Publié le 9 novembre 2023 à 23:05:00. Le programme ambitieux de réhabilitation des bidonvilles de Mumbai peine à décoller, avec seulement un quart des logements promis achevés à moins de deux mois de l’échéance fixée pour 2025. Cette lenteur pourrait compromettre l’objectif de fournir un logement décent à des centaines de milliers de familles.
- À ce jour, seuls 37 560 logements sur les 150 000 (1,5 lakh) promis entre 2022 et 2025 ont été achevés et attribués.
- 517 projets de réhabilitation étaient au point mort en 2022, dont une partie a été relancée grâce à l’intervention d’institutions financières.
- Les difficultés rencontrées pourraient remettre en question l’objectif de construire 500 000 (5 lakh) logements d’ici 2030.
La Slum Rehabilitation Authority (SRA), l’organisme chargé de la réhabilitation des bidonvilles, fait face à des obstacles considérables. Si l’objectif initial était de construire 150 000 logements en trois ans, le bilan actuel est loin d’être satisfaisant.

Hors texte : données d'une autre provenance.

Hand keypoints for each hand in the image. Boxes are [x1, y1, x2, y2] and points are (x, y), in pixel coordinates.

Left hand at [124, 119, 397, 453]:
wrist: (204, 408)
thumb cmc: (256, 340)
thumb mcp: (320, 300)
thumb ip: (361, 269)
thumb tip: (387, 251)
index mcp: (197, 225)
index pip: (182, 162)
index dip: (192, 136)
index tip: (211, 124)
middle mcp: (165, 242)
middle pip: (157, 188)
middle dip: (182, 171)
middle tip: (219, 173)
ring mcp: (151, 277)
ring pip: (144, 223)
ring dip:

Selon les responsables de la SRA, seulement 37 560 logements ont pu être achevés et attribués à leurs occupants jusqu’en septembre dernier.

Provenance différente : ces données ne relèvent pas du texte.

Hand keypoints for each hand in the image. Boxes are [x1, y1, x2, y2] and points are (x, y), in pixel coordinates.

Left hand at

En 2022, une analyse a révélé que 517 projets de réhabilitation étaient bloqués. Parmi ceux-ci, 45 ont bénéficié du soutien d’institutions financières, qui ont permis de relancer 21 projets en engageant de nouveaux constructeurs. Le sort des autres projets reste incertain. Parallèlement, 228 autres projets ont été répartis entre différentes agences gouvernementales, avec un potentiel de construction de 157 304 logements.
Le Mumbai Metropolitan Region Development Authority (MMRDA) a notamment entamé le réaménagement du bidonville de Ramabai Nagar à Ghatkopar. La municipalité de Mumbai (BMC), quant à elle, a lancé des appels d’offres pour 64 des 77 bidonvilles qui lui ont été attribués, mais un faible nombre de candidatures a nécessité la publication de nouveaux appels d’offres pour 26 d’entre eux.

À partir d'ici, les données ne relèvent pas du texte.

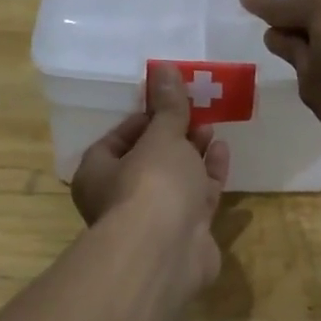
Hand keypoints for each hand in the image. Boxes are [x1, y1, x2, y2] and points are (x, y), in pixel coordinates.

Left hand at [71, 64, 231, 289]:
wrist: (166, 252)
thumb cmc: (151, 184)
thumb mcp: (161, 136)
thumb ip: (168, 106)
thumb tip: (164, 67)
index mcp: (98, 173)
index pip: (118, 138)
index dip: (144, 118)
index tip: (169, 102)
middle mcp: (120, 197)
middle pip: (149, 159)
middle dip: (173, 136)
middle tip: (196, 113)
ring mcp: (153, 219)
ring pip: (174, 179)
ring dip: (193, 154)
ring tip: (212, 129)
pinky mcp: (183, 234)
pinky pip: (196, 198)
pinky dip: (208, 175)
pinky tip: (222, 153)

La SRA s’efforce également d’identifier les bidonvilles qui entravent la réalisation de projets d’infrastructure majeurs. Par exemple, 327 bidonvilles situés dans le secteur de Magathane-Borivli, et affectant le projet de tunnel souterrain reliant Thane et Borivali, ont été démolis et leurs habitants réinstallés en tant que personnes affectées par le projet (PAP). La SRA a remis 343 immeubles aux PAP à la MMRDA. De même, 136 habitants de bidonvilles ont été relogés pour faciliter la construction du nouveau complexe de la Haute Cour de Bombay.
La BMC estime que 50 000 concessions PAP seront nécessaires pour ses projets d’infrastructure, tandis que le gouvernement prévoit 150 000 concessions supplémentaires pour d’autres projets. Ces infrastructures sont considérées comme cruciales pour le développement de la région métropolitaine de Mumbai, qui contribue à hauteur de 1 500 milliards de dollars à l’économie indienne.
« L’objectif fixé par le gouvernement implique la construction de 279 logements par jour. Il est peu probable que ce chiffre soit atteint. La véritable amélioration de la qualité de vie passe par l’amélioration des bidonvilles existants, en fournissant des équipements et des services de base. Il faudrait se concentrer sur le réaménagement des bidonvilles situés sur des terrains vulnérables, et non sur la monétisation des terrains comme dans le cas de Dharavi. »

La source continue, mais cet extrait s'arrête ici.